[DATA FOR PROCESSING Boundary: Start]

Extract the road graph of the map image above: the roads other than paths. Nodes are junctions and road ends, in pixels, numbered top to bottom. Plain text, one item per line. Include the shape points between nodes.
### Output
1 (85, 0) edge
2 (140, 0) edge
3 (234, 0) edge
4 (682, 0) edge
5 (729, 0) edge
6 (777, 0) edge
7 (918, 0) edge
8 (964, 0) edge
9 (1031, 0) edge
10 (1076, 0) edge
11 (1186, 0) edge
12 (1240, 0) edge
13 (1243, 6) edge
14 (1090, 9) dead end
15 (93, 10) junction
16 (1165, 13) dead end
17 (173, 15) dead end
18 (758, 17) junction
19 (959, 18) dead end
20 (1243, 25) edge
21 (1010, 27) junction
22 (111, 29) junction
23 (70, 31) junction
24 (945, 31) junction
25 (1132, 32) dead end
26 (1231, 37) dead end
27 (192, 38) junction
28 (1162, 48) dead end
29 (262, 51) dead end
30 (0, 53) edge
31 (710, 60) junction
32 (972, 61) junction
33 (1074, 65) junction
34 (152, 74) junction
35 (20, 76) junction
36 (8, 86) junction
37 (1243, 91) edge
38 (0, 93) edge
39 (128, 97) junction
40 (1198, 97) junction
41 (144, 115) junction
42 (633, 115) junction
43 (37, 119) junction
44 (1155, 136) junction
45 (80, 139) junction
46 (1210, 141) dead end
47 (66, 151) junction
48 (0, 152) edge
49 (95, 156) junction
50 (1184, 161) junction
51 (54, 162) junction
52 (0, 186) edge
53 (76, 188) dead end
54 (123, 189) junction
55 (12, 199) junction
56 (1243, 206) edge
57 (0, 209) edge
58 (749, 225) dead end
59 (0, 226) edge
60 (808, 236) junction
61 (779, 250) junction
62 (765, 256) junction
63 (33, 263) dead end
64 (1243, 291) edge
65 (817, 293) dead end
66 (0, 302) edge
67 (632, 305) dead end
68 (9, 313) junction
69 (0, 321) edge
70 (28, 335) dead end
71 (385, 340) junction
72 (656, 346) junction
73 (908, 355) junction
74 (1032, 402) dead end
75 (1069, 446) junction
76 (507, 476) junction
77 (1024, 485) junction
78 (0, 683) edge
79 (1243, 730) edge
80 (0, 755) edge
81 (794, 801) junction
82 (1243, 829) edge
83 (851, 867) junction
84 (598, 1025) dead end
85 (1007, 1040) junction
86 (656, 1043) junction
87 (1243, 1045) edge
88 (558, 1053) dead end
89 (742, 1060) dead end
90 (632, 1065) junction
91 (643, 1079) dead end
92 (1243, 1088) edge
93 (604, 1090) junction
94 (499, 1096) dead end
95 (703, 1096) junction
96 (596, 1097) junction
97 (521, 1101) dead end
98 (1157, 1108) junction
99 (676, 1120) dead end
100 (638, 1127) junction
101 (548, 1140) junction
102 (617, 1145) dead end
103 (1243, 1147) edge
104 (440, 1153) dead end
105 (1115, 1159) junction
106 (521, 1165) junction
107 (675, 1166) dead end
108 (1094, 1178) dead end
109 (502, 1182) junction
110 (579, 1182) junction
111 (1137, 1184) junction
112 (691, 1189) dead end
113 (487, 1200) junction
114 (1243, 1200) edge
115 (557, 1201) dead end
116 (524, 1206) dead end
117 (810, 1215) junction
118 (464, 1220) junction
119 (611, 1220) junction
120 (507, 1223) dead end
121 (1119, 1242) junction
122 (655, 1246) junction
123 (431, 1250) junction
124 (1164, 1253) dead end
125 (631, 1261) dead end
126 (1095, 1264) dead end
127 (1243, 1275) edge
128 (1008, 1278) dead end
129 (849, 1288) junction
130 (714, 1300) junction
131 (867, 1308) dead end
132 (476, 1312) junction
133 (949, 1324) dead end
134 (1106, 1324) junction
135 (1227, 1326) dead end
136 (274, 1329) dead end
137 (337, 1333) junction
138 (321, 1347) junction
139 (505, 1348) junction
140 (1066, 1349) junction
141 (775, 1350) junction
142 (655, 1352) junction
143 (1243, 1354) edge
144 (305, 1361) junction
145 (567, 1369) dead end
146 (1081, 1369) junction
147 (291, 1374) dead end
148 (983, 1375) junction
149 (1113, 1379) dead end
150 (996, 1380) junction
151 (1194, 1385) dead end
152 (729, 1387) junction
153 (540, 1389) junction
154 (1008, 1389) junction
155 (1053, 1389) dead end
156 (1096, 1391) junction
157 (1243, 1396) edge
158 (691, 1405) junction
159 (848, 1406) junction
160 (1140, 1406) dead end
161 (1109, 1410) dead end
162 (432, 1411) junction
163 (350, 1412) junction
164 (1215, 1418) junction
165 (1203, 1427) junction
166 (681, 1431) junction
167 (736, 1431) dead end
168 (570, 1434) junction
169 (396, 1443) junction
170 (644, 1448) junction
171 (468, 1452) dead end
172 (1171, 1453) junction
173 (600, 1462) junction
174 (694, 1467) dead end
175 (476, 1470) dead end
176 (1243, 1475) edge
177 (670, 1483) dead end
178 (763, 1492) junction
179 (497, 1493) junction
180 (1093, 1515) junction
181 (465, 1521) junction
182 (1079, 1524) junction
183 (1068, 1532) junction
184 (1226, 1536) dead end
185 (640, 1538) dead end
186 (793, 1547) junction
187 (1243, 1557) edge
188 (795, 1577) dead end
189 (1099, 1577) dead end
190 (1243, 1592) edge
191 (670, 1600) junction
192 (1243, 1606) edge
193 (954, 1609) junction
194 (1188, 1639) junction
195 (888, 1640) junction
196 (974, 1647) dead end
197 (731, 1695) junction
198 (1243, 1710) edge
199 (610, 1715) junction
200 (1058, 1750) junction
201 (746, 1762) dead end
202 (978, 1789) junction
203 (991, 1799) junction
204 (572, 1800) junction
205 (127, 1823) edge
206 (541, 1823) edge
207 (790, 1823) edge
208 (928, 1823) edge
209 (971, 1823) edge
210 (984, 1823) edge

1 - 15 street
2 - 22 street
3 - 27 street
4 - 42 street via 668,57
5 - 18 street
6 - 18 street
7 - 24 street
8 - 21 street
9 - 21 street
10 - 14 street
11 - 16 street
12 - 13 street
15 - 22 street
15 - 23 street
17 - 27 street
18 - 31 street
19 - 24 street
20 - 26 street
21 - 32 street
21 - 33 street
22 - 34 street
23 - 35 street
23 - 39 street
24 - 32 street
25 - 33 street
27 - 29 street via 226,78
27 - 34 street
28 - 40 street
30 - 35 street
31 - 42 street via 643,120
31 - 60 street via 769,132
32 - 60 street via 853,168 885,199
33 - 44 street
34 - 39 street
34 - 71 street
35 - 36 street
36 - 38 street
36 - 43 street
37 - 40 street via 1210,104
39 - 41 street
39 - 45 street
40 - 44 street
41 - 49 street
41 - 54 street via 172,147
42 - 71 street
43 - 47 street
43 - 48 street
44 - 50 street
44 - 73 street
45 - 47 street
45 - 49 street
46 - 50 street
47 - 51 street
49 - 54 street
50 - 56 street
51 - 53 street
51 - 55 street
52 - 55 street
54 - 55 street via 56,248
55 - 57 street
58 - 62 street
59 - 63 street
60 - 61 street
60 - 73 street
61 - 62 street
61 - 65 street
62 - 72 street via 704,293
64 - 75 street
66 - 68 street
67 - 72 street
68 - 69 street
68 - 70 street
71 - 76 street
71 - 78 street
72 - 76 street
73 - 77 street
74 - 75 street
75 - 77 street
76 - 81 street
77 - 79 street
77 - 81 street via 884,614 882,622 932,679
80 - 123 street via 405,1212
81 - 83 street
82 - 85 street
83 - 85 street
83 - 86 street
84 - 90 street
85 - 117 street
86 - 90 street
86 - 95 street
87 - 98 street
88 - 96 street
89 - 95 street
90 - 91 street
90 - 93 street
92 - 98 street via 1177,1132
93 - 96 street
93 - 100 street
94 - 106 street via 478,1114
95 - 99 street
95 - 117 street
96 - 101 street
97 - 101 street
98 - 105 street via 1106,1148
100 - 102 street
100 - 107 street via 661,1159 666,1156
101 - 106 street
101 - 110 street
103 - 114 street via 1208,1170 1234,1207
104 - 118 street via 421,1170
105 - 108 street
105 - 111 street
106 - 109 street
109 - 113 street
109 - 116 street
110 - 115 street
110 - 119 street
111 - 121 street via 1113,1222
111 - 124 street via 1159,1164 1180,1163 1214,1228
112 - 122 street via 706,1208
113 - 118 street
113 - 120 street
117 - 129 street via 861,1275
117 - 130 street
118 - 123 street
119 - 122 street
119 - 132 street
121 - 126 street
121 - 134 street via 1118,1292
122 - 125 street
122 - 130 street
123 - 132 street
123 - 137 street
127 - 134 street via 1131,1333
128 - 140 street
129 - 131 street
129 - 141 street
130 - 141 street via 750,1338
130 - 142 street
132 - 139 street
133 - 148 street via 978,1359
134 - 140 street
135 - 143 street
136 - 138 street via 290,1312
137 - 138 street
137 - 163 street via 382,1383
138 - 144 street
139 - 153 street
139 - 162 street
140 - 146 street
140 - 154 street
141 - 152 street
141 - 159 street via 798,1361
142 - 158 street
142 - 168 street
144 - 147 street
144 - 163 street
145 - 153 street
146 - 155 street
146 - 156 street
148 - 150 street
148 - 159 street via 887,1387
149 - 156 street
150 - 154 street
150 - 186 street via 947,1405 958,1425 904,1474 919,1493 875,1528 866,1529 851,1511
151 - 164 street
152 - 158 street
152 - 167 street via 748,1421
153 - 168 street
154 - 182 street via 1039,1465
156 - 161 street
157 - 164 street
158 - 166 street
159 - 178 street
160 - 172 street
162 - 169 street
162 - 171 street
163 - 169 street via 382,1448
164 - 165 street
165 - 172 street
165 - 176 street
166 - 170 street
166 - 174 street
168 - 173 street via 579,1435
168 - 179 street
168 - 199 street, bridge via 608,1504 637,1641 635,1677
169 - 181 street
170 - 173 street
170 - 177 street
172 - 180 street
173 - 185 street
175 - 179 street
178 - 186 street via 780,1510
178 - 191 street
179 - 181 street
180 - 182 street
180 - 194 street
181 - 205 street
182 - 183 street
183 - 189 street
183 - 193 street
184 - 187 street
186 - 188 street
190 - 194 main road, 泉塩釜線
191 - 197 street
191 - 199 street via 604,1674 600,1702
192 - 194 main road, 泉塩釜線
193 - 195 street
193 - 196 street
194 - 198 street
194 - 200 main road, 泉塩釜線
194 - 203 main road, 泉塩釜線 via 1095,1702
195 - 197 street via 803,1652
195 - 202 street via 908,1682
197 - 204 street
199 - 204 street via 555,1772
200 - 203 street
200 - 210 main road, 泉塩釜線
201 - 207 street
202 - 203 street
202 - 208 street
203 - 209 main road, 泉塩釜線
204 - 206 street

[DATA FOR PROCESSING Boundary: End]

## AIM OF THE EXERCISE
Go through the records above, find every line with the word "road", and list those lines.

## TASK ANSWER
Extract the road graph of the map image above: the roads other than paths. Nodes are junctions and road ends, in pixels, numbered top to bottom. Plain text, one item per line. Include the shape points between nodes.
190 - 194 main road, 泉塩釜線
192 - 194 main road, 泉塩釜線
194 - 200 main road, 泉塩釜線
194 - 203 main road, 泉塩釜線 via 1095,1702
200 - 210 main road, 泉塩釜線
203 - 209 main road, 泉塩釜線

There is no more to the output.